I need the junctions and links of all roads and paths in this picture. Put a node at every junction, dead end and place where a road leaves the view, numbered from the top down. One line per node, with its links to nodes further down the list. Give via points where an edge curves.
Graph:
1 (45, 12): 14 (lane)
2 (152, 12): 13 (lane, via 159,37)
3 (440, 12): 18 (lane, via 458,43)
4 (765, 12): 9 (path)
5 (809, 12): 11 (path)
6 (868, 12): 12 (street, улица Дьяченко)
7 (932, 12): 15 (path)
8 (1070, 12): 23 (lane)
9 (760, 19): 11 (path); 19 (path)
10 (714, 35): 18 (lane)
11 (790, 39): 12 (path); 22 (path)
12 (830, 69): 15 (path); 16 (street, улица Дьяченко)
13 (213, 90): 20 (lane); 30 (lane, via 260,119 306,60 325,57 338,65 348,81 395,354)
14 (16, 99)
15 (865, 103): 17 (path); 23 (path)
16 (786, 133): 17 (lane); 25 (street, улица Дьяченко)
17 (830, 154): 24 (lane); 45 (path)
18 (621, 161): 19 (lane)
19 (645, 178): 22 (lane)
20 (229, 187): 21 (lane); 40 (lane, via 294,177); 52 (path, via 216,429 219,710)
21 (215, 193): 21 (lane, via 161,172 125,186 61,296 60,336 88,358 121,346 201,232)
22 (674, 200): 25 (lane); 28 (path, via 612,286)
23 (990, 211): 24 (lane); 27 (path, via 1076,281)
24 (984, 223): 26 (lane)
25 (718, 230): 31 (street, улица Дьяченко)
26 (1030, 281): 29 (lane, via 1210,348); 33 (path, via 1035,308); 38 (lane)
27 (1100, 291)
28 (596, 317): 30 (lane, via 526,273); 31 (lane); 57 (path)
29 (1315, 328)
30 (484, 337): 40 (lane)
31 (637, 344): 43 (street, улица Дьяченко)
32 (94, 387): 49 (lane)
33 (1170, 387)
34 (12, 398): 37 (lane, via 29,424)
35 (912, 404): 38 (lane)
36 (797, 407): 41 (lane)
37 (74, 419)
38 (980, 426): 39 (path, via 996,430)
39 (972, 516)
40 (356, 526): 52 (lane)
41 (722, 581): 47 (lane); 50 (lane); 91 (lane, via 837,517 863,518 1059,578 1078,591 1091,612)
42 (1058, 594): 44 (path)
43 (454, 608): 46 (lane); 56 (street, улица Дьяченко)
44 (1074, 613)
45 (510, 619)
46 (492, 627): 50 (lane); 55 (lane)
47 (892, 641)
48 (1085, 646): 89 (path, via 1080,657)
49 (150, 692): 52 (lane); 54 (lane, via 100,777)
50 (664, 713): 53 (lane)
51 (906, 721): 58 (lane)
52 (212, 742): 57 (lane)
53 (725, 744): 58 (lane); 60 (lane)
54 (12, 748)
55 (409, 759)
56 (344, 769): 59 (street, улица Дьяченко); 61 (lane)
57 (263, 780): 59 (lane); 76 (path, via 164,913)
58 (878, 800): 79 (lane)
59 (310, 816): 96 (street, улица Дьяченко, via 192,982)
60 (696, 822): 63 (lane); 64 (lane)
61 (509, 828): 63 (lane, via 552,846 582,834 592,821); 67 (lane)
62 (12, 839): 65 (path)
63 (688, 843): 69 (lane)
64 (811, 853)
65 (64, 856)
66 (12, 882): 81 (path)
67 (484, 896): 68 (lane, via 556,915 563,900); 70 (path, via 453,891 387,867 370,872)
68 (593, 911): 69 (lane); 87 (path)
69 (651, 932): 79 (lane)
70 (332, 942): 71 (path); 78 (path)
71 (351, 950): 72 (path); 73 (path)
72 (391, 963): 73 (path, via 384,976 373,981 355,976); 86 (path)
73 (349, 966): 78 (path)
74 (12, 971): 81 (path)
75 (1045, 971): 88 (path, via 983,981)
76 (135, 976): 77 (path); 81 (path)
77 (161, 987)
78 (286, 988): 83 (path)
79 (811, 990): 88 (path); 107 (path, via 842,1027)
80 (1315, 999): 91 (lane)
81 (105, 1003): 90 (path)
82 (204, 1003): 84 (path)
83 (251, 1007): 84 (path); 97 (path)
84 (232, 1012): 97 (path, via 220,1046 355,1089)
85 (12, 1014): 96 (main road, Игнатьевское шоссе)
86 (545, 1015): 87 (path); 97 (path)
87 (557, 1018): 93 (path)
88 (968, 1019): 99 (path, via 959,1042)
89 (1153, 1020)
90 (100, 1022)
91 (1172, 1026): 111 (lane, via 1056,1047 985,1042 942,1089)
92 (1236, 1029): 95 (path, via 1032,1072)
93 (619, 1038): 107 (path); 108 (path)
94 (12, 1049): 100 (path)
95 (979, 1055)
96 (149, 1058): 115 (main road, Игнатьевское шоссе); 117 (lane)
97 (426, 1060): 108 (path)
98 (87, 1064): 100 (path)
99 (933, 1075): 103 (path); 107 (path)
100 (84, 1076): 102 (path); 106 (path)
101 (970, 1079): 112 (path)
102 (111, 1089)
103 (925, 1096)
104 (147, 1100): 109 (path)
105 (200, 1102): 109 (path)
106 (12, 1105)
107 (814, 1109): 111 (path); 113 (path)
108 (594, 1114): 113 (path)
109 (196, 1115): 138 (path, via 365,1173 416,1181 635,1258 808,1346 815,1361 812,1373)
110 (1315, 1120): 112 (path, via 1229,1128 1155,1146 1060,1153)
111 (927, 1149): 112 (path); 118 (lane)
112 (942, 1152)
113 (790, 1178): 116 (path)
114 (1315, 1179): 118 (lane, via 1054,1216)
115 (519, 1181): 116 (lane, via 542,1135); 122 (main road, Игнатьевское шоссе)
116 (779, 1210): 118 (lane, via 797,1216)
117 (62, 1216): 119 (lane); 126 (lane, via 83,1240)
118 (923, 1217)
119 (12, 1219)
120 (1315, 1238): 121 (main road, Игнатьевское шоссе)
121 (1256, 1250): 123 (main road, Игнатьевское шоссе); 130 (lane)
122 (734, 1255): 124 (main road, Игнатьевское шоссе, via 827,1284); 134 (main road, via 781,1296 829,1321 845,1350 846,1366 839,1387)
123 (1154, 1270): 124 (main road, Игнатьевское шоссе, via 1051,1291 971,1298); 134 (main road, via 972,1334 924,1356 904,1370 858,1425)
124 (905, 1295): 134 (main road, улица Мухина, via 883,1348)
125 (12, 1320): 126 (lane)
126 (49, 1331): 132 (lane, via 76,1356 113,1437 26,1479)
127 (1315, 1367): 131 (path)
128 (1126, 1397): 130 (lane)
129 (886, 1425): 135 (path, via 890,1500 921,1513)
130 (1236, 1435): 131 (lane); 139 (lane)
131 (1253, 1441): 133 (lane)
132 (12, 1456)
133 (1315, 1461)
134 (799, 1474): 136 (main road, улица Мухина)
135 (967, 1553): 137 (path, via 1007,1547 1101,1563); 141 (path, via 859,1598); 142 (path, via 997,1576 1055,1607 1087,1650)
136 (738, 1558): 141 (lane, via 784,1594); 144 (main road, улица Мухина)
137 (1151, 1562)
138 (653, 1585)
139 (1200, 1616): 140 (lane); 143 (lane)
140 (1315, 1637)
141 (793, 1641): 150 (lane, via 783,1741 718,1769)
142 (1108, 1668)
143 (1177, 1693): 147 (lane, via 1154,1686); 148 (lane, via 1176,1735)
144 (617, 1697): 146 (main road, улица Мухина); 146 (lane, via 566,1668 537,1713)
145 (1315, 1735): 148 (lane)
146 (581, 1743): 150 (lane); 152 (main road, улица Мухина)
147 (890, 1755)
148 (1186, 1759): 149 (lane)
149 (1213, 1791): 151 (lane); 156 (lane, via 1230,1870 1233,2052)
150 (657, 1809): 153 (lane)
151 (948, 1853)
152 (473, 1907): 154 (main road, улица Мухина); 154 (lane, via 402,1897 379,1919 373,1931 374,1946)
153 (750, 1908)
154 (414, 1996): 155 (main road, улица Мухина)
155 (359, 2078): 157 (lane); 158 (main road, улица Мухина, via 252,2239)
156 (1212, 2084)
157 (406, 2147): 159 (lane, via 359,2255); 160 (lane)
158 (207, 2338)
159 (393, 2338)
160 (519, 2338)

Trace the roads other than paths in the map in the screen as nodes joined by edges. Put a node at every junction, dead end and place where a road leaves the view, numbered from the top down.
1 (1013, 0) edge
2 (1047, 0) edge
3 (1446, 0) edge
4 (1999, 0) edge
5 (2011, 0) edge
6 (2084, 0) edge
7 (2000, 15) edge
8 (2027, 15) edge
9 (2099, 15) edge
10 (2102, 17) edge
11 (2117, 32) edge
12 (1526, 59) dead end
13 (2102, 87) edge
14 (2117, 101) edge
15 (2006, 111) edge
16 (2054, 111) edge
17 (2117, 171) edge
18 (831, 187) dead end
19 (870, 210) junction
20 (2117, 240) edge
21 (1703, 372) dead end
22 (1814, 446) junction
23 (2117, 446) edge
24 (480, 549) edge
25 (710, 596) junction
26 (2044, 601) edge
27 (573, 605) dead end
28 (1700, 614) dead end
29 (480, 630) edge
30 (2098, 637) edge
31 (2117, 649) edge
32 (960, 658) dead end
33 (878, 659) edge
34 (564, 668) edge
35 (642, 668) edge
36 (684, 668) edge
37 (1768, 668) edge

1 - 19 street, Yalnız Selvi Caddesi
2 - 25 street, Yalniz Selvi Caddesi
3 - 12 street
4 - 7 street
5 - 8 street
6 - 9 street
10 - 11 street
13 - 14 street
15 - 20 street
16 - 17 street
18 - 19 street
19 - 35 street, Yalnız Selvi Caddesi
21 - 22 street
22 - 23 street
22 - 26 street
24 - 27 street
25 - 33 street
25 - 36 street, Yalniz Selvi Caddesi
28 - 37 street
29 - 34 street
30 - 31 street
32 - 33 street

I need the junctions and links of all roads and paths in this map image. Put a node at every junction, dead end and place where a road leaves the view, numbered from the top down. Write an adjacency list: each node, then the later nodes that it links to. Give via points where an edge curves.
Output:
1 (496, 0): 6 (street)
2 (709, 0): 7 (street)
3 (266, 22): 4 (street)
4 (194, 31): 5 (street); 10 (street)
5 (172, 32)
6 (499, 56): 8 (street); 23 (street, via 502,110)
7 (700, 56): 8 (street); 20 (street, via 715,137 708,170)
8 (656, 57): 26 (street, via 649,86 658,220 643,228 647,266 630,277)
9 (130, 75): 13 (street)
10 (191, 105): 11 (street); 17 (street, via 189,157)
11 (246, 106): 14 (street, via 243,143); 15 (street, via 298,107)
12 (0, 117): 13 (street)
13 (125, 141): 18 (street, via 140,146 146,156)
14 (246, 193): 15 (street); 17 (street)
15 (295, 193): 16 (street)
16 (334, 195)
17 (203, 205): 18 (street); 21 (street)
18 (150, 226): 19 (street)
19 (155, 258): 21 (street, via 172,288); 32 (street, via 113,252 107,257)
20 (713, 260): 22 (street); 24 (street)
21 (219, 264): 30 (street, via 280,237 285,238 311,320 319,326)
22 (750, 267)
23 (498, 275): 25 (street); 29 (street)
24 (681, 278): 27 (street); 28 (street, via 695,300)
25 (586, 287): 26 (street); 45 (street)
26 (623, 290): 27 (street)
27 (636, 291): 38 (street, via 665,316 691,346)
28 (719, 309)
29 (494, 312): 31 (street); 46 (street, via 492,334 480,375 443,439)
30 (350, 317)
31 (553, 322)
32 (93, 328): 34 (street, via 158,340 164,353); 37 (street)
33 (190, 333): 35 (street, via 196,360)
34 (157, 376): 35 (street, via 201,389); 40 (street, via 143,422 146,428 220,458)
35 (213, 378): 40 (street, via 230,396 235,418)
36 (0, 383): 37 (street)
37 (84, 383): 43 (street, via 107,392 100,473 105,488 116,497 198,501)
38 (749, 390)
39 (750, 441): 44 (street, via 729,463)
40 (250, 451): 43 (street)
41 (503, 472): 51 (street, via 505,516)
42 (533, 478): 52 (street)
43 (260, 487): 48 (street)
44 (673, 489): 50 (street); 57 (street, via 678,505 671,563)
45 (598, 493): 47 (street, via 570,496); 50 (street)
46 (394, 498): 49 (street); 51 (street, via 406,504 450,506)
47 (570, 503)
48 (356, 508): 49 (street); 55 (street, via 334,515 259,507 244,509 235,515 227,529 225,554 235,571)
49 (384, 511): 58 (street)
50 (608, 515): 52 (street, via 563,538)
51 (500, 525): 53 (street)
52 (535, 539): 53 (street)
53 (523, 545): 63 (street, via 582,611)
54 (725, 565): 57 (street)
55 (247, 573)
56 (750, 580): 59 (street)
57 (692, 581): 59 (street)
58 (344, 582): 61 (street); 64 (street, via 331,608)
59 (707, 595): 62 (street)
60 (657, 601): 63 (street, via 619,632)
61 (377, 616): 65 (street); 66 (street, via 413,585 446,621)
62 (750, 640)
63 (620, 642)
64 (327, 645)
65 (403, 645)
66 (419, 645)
============
### Task description
Look through the entries above, and wherever a line holds the word "nodes", copy it.

### Result below
I need the junctions and links of all roads and paths in this picture. Put a node at every junction, dead end and place where a road leaves the view, numbered from the top down. One line per node, with its links to nodes further down the list. Give via points where an edge curves.
Trace the roads other than paths in the map in the screen as nodes joined by edges. Put a node at every junction, dead end and place where a road leaves the view, numbered from the top down.
I need the junctions and links of all roads and paths in this map image. Put a node at every junction, dead end and place where a road leaves the view, numbered from the top down. Write an adjacency list: each node, then the later nodes that it links to. Give via points where an edge curves.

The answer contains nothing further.